By YAXI TV Editorial Team · January 15, 2026 · Updated March 10, 2026 · 12 min read

Screen operators and venue owners managing digital signage networks face a foundational revenue strategy decision: sell advertising directly, rely on programmatic fill, or combine both. This guide explains both models in practical terms — including the CPM differences, the sales overhead required for direct selling, how programmatic fill rates work, and how to build a hybrid waterfall strategy as your network matures.

Direct-Sold Advertising

Direct-sold advertising means you (or your sales team) negotiate campaign terms directly with an advertiser and sell them screen time at an agreed CPM or flat-rate price. The advertiser provides a creative, you define the placement, and the campaign runs on your screens without going through a programmatic auction.

Advantages

  • Higher CPMs: Direct-sold campaigns typically command 2–5x the CPM of programmatic fill because advertisers pay a premium for guaranteed placement, specific venue selection, and managed service.
  • Revenue predictability: Once a campaign is booked, the revenue is committed. Programmatic fill is variable.
  • Deeper advertiser relationships: Direct selling builds long-term relationships that can become recurring accounts.
  • Custom placements: You can offer specific screens, time blocks, and creative formats that programmatic can't deliver.

Disadvantages

  • Sales overhead: Finding, pitching, negotiating, and closing advertisers requires a sales team — or significant time from the operator. This doesn't scale without headcount.
  • Creative management: You must collect, review, and traffic creatives from each advertiser — operational overhead that grows with campaign volume.
  • Unsold inventory: If you can't sell all available slots directly, they remain unfilled (or filled at low-value programmatic rates) while you're investing in a sales function.
  • Advertiser dependency: Revenue depends on maintaining ongoing advertiser relationships, which can be disrupted by economic conditions, budget changes, or competitive alternatives.

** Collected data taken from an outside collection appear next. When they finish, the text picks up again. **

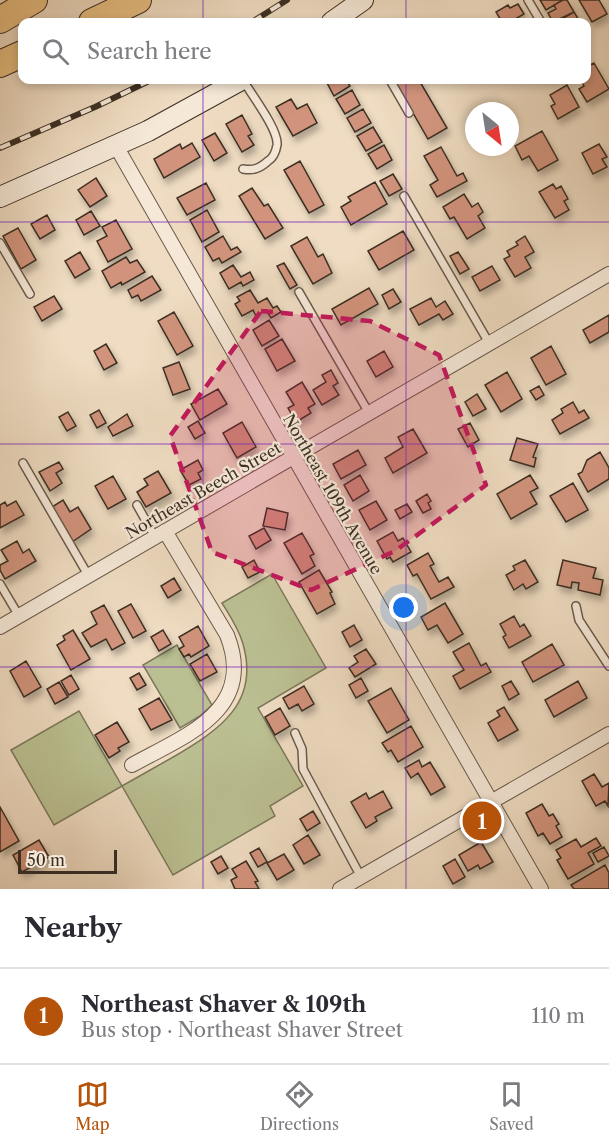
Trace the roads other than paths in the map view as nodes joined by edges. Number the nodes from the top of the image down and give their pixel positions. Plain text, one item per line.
1 (34, 0) edge
2 (138, 0) edge
3 (528, 0) edge
4 (355, 9) edge
5 (100, 18) edge
6 (339, 18) edge
7 (539, 18) edge
8 (0, 20) edge
9 (18, 56) edge
10 (0, 64) edge
11 (235, 84) edge
12 (244, 84) edge
13 (392, 84) edge
14 (409, 113) dead end
15 (116, 146) junction
16 (243, 169) dead end
17 (404, 195) dead end
18 (0, 197) edge
19 (0, 243) edge
20 (609, 274) edge
21 (299, 292) dead end
22 (30, 294) dead end
23 (489, 343) junction
24 (369, 413) junction
25 (292, 457) junction
26 (23, 463) dead end
27 (137, 506) dead end
28 (160, 534) junction
29 (88, 575) junction
30 (0, 584) edge
31 (576, 606) dead end
32 (19, 616) junction
33 (0, 627) edge
34 (609, 666) edge
35 (295, 733) dead end
36 (609, 734) edge
37 (132, 765) dead end
38 (491, 802) junction
39 (361, 877) junction
40 (340, 889) edge
41 (542, 889) edge

1 - 8 highway
2 - 5 highway
3 - 7 lane
4 - 6 main road
9 - 10 highway
11 - 15 main road
12 - 16 lane
13 - 14 lane
15 - 18 main road
15 - 25 street, Northeast 109th Avenue
17 - 23 lane
19 - 22 lane
20 - 23 street, Northeast Beech Street
21 - 24 lane
23 - 24 street, Northeast Beech Street
24 - 25 street, Northeast Beech Street
25 - 28 street, Northeast Beech Street
25 - 38 street, Northeast 109th Avenue
26 - 29 lane
27 - 28 lane
28 - 29 street, Northeast Beech Street
28 - 37 street
29 - 32 street, Northeast Beech Street
30 - 32 lane
31 - 34 lane
32 - 33 street, Northeast Beech Street
35 - 39 lane
36 - 38 street
38 - 39 street
38 - 41 street, Northeast 109th Avenue
39 - 40 street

Who does direct selling well: Operators with existing local advertiser relationships (restaurant groups with loyal local sponsors, gym networks with health and wellness advertisers), large networks with dedicated sales staff, or operators in markets with less developed programmatic demand.

Programmatic Fill

Programmatic fill connects your screens to demand from advertisers who are buying through DSPs — automated, auction-based, with no direct relationship required between you and the advertiser. Revenue accumulates from each winning impression throughout the month.

Advantages

  • Zero sales overhead: Once your screens are approved and connected, programmatic revenue requires no sales effort. You earn from every filled impression automatically.
  • Scales with screen count: More screens = more potential impressions = more revenue, without proportional increase in sales staffing.
  • Access to national demand: Programmatic connects you to national and regional advertisers you couldn't reach through local direct sales.
  • Works for single venues: A single-venue owner with no sales capacity can still earn programmatic revenue without any B2B advertising activity.

Disadvantages

  • Lower CPMs: Programmatic CPMs are generally lower than direct-sold because advertisers aren't paying a premium for guaranteed placement.
  • Variable fill rates: Fill rates depend on advertiser demand in your market — factors outside your control. In some markets or at off-peak times, fill rates may be disappointing.
  • Less control over creatives: You can't pre-approve every ad — only set category blocks and rely on platform-level content review.
  • Revenue variability: Revenue fluctuates with market demand and seasonal patterns. Not predictable to a fixed amount month over month.

The Hybrid Waterfall Strategy

The most revenue-optimized approach for mature networks combines both models using an ad priority waterfall:

  1. Priority 1 — Direct-sold campaigns: Premium slots with guaranteed placement, highest CPMs, committed revenue. These have first priority in the ad break schedule.
  2. Priority 2 — Programmatic open auction: Unsold inventory (whatever direct campaigns don't fill) is offered to programmatic demand at a floor price. This ensures no slot goes completely unmonetized.
  3. Priority 3 — House ads / entertainment: If no programmatic bid clears the floor price, the slot plays house content or entertainment — keeping the screen from going blank while not accepting below-minimum CPM impressions.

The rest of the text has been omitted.